"Statistics is the strongest study" and "[Statistics is the strongest study](Practice edition) by Hiromu Nishiuchi http://www.amazon.co.jp/dp/4478028230) ”has become an exceptional bestseller with a cumulative total of over 370,000 copies in the series. I think there are many people who have read it.
In the two books before and after this, various methods appearing in statistics textbooks are described in "[Generalized Linear Model](http://ja.wikipedia.org/wiki/%E4%B8%80%E8%88%AC%]. E5% 8C% 96% E7% B7% 9A% E5% BD% A2% E3% 83% A2% E3% 83% 87% E3% 83% AB) ”is summarized in one table.
I will quote the table here.
A table summarizing the p170 generalized linear model, where statistics is the strongest study

Practical edition where statistics are the strongest study p344 An expanded version of one table that dramatically advances the understanding of statistics

These two books explain the statistical methods often used in business, what they mean, what kind of ideas they came up with, and how to use them.
In addition, there are three pieces of knowledge that cannot be obtained in this book in the above-mentioned Practical Edition p357.

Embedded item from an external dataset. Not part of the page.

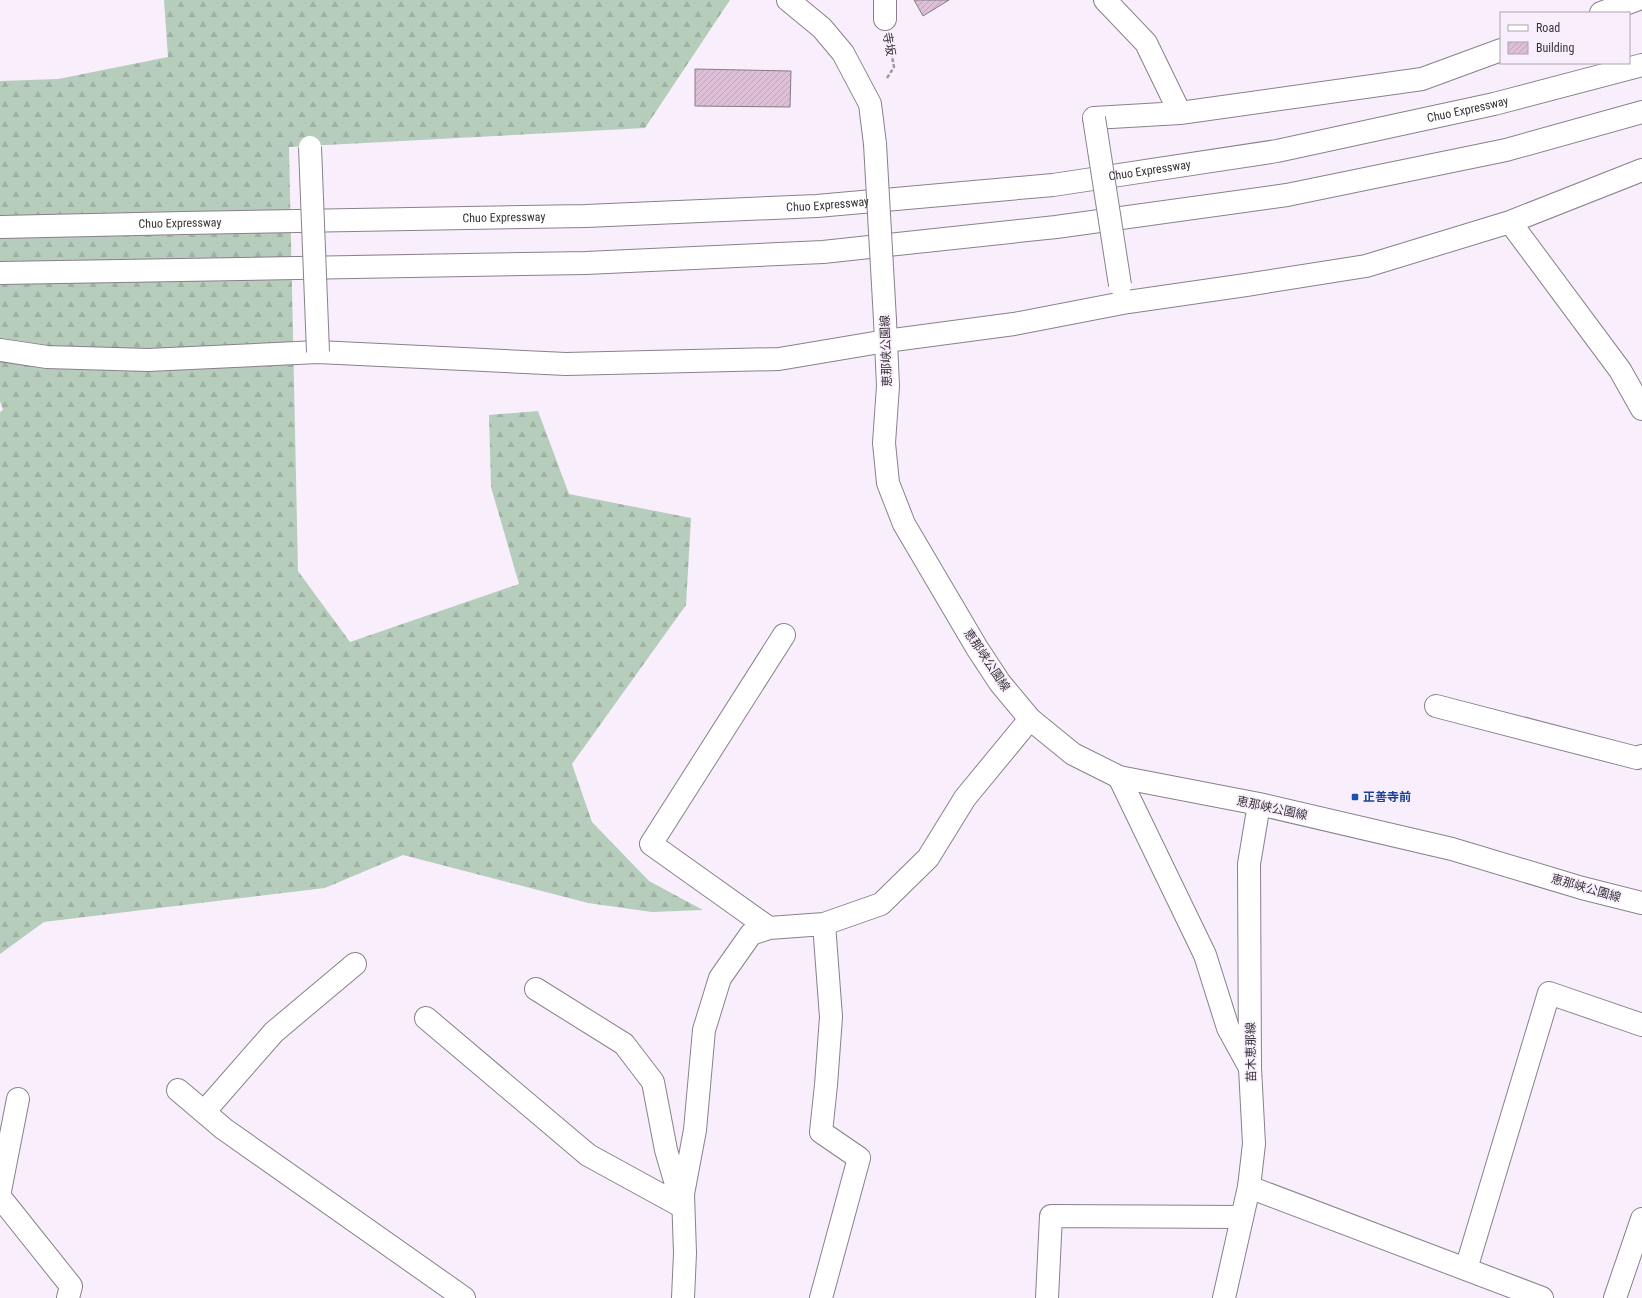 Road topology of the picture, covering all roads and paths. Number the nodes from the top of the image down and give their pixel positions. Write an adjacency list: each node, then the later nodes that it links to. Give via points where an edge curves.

From this time on, I would like to pay particular attention to 1. above and give examples based on simple data when practicing in the analytical language that I have used so far.
That said, there are some that have already been described so far, so let's proceed as a review of those.
This is the story of Dole and Hill's "case-control study," which is said to be the first epidemiological estimate.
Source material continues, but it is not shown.